• **RECORDS TO PROCESS**
------------------------------------------------

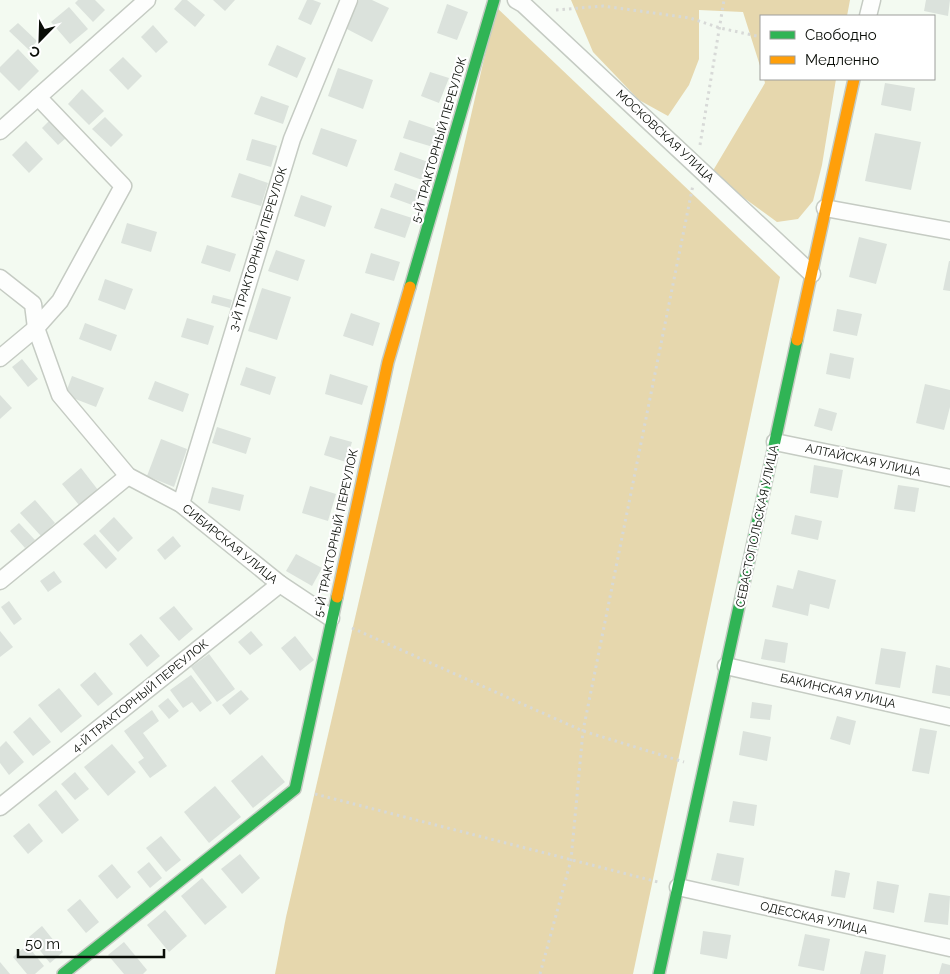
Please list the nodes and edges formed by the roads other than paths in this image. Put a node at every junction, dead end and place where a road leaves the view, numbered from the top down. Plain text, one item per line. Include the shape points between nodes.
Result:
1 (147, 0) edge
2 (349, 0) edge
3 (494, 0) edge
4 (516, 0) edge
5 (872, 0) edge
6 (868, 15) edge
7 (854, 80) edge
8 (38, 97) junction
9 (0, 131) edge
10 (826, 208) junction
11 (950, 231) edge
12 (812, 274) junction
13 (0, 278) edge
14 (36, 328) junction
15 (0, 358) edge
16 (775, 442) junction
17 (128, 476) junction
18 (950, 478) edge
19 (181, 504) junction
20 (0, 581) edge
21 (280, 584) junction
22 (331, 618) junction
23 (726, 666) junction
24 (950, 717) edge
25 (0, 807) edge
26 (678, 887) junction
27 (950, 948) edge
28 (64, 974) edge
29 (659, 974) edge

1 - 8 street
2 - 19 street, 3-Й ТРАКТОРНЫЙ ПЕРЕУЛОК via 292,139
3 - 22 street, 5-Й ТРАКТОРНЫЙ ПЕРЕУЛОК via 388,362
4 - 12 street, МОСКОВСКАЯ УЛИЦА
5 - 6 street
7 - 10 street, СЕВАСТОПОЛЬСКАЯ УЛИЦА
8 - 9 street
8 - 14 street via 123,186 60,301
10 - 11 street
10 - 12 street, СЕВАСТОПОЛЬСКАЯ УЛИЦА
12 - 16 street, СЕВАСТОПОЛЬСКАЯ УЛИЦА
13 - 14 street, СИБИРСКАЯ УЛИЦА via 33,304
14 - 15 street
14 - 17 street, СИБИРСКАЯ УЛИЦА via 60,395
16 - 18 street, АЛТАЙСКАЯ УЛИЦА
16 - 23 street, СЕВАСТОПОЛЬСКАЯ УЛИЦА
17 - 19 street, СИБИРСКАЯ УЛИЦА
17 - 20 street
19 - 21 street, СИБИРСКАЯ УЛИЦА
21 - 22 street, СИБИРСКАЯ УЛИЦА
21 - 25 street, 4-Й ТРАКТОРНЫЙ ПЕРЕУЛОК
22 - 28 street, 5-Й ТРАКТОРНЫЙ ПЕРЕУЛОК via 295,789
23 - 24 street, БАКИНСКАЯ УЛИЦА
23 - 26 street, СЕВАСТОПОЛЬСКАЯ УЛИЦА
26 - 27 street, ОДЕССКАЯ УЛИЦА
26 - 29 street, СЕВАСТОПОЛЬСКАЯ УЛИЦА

------------------------------------------------

• **PROBLEM**
Please return every line of the records that contains the word "junction".

• **ANSWER FOR THE TASK**
Please list the nodes and edges formed by the roads other than paths in this image. Put a node at every junction, dead end and place where a road leaves the view, numbered from the top down. Plain text, one item per line. Include the shape points between nodes.
8 (38, 97) junction
10 (826, 208) junction
12 (812, 274) junction
14 (36, 328) junction
16 (775, 442) junction
17 (128, 476) junction
19 (181, 504) junction
21 (280, 584) junction
22 (331, 618) junction
23 (726, 666) junction
26 (678, 887) junction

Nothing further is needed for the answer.